Moses and the Ten Commandments - Rembrandt |
Harpur begins his third chapter with a quotation from St. Augustine that, he claims, “utterly refutes the traditional view that Christianity … virtually fell from the skies as a radically new, unique, all-surpassing religion.” (p. 28)
Whose traditional view is this? It is not the Christian teaching. Has Harpur never heard of the Old Testament? In the words of the Catechism of the Catholic Church, "At all times and in every race, anyone who fears God and does what is right has been acceptable to him" (CCC, para. 781).
Christianity has never taught that the teachings of Christianity are essentially new or unique. They are all supposed to already be in the Old Testament. And the Old Testament, in turn, says that the full truth was already in the religion of Melchizedek, before Abraham, father of both the Jews and the Muslims. Adam, the first man, already knew the truth. It must be so, as Truth does not change.
What is unique and new in Christianity is the historical appearance of the person of the Christ, his death and resurrection.
Egyptian souls being judged |
Harpur writes “The Ten Commandments … are all anticipated in the teachings from the Hall of Judgement” (an Egyptian text) – p.24. (You can see the actual text in translation online here.)
Exactly. Morality is binding on all. Christians point out that “The Golden Rule” is found in all religions. Good and evil are absolute quantities, not something up for grabs. Accordingly, there cannot have been anything new about the substance of the Ten Commandments. There was not a time before Moses when murdering others, stealing, and lying, were okay.
Harpur cites such figures as Eusebius, Justin Martyr, and Origen “conceding” that Christianity was essentially the same as paganism. P. 29: “Celsus, a famous pagan philosopher with whom Origen waged a well-known debate, said ‘The Christian religion contains nothing …new.’ For this, Origen had no rebuttal.”
He misrepresents this debate utterly. In fact, overall, Celsus was arguing that Christianity was different from Greek traditions, while Origen was arguing they were in conformity—the opposite of Harpur’s claim.
In general, the pagan Romans objected to Christianity as an innovation. Rightly, they held that there could be nothing new in religion: Truth does not change. The job of the early Church, therefore, was not to show that Christianity was different from Paganism; this would have implied that it was false. Their job was to show that there was nothing in Christianity that was not clearly prefigured in the Old Testament and/or the pagan religion of Greece.

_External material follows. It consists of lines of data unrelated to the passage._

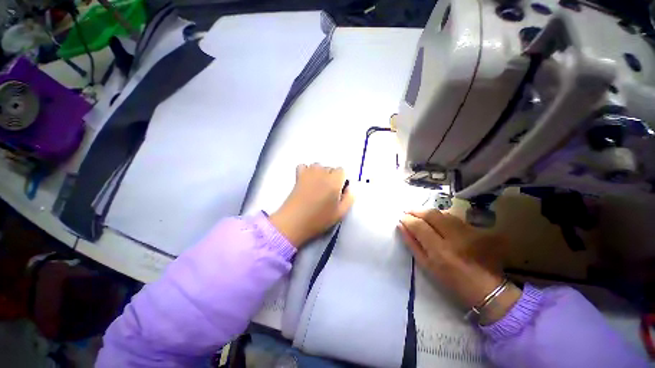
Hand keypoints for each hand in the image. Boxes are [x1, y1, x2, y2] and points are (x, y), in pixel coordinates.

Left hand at [270, 164, 353, 247]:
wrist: (294, 222)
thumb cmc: (319, 219)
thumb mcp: (341, 213)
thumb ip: (349, 198)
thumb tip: (349, 188)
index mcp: (334, 181)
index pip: (342, 170)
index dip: (341, 180)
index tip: (338, 191)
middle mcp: (322, 173)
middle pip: (330, 168)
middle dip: (331, 177)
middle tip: (327, 192)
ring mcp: (309, 173)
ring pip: (318, 166)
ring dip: (320, 173)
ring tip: (317, 187)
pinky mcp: (298, 176)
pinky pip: (304, 166)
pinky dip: (306, 171)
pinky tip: (306, 181)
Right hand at [398, 209, 521, 323]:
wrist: (487, 288)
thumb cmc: (452, 281)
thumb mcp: (427, 266)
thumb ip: (412, 244)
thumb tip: (401, 226)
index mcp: (440, 250)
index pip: (419, 225)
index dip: (408, 219)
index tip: (401, 218)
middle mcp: (454, 237)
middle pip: (431, 214)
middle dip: (416, 211)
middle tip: (407, 212)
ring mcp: (467, 231)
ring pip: (442, 213)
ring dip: (427, 211)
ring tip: (419, 214)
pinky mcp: (475, 230)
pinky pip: (453, 216)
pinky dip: (440, 215)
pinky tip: (435, 218)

No surprise, then, to find them “conceding,” indeed eagerly pointing out, similarities. As Origen himself puts it, in the passage Harpur refers to, “It is not … matter of surprise that the same God should have sown in the hearts of all men those truths which He taught by the prophets and the Saviour, in order that at the divine judgment every man may be without excuse, having the requirements of the law written upon his heart…"
Cortez |
This is the obvious reason why Harpur almost never cites his sources. When you go to them, they usually say the opposite of what he claims.
On p. 29-30, Harpur writes of Cortez “complaining” that the Aztec religion was too similar to Christianity, and of Abbe Huc being “filled with consternation” at the similarities between Turkmen religion and Catholicism. As other sites have pointed out, there seems to be no source in Cortez’s known writings for the Cortez quote, while the similarities between Tatar and Catholic traditions could easily be explained by earlier Christian missionary activity. But let’s allow all this. For now, what I want to point out is that Harpur’s claim that such similarities would upset the Westerners is absurd. One is not upset, in a foreign land, by memories of home. And would Christians complain about others being too Christian?

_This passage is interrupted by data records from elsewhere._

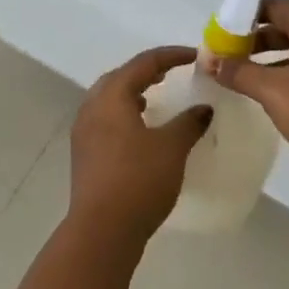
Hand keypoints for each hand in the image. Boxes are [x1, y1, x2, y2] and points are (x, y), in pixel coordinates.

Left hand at [68, 46, 211, 249]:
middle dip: (147, 71)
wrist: (102, 232)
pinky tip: (142, 129)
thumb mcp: (172, 148)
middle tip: (173, 72)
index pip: (144, 63)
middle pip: (121, 76)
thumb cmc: (138, 180)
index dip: (172, 56)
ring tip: (156, 97)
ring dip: (133, 92)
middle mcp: (92, 107)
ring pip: (110, 98)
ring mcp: (84, 131)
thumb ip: (189, 122)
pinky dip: (125, 113)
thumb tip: (203, 108)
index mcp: (111, 96)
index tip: (196, 56)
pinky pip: (106, 119)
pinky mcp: (85, 153)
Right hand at [213, 0, 288, 181]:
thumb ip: (239, 72)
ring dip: (274, 59)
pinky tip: (276, 94)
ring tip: (247, 75)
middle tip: (231, 53)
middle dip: (259, 39)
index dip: (250, 13)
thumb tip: (210, 60)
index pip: (279, 6)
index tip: (227, 28)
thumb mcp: (272, 91)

They would of course be delighted. Christian missionaries have always sought out such parallels, and used them as an opening to introduce more Christian ideas, right from St. Paul referring to the Tomb of the Unknown God on the Areopagus, and identifying it with the god of whom he was about to speak. (Acts 17: 22-31). The initial tendency in the development of the discipline of Comparative Religion, developing as it did among Christian missionaries, has always been to seek out, and indeed to exaggerate, any similarities with Christianity.

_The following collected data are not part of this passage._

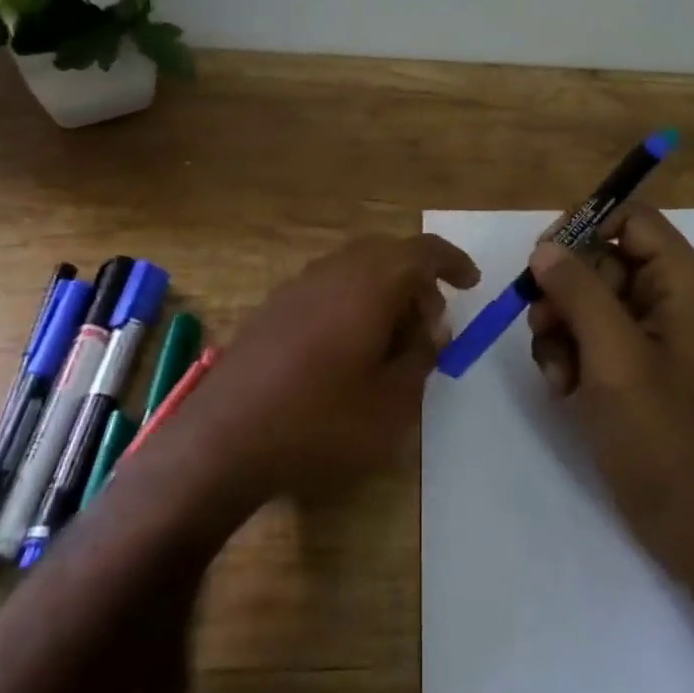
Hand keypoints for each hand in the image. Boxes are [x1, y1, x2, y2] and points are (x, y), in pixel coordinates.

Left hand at [179, 233, 478, 503]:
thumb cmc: (320, 422)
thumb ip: (420, 357)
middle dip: (416, 281)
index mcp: (368, 284)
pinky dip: (352, 303)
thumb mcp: (392, 402)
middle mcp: (331, 272)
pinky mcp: (272, 310)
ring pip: (354, 270)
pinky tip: (350, 349)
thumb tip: (429, 328)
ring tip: (393, 342)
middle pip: (386, 254)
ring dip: (384, 292)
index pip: (421, 251)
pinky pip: (327, 288)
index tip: (471, 284)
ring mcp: (296, 288)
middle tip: (431, 325)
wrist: (222, 441)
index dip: (451, 262)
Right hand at [526, 204, 693, 564]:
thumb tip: (546, 247)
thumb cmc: (661, 432)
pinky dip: (566, 354)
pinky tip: (563, 389)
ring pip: (584, 299)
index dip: (584, 228)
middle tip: (543, 323)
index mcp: (683, 283)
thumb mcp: (614, 354)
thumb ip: (579, 291)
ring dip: (558, 329)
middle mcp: (668, 297)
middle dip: (563, 292)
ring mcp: (648, 333)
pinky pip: (585, 335)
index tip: (542, 256)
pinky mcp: (630, 364)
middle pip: (600, 260)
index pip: (631, 219)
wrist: (691, 519)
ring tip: (558, 372)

P. 28: “Even the second-century theologian and historian Justin Martyr conceded as much when he wrote that whatever things were rightly said among the ancients ‘are now the property of Christians!” There is no concession here. This word “conceded” and the ending exclamation mark are ridiculous. If Christianity is true, it follows that anything else that is true is compatible with Christianity, and that Christianity is compatible with anything else that is true.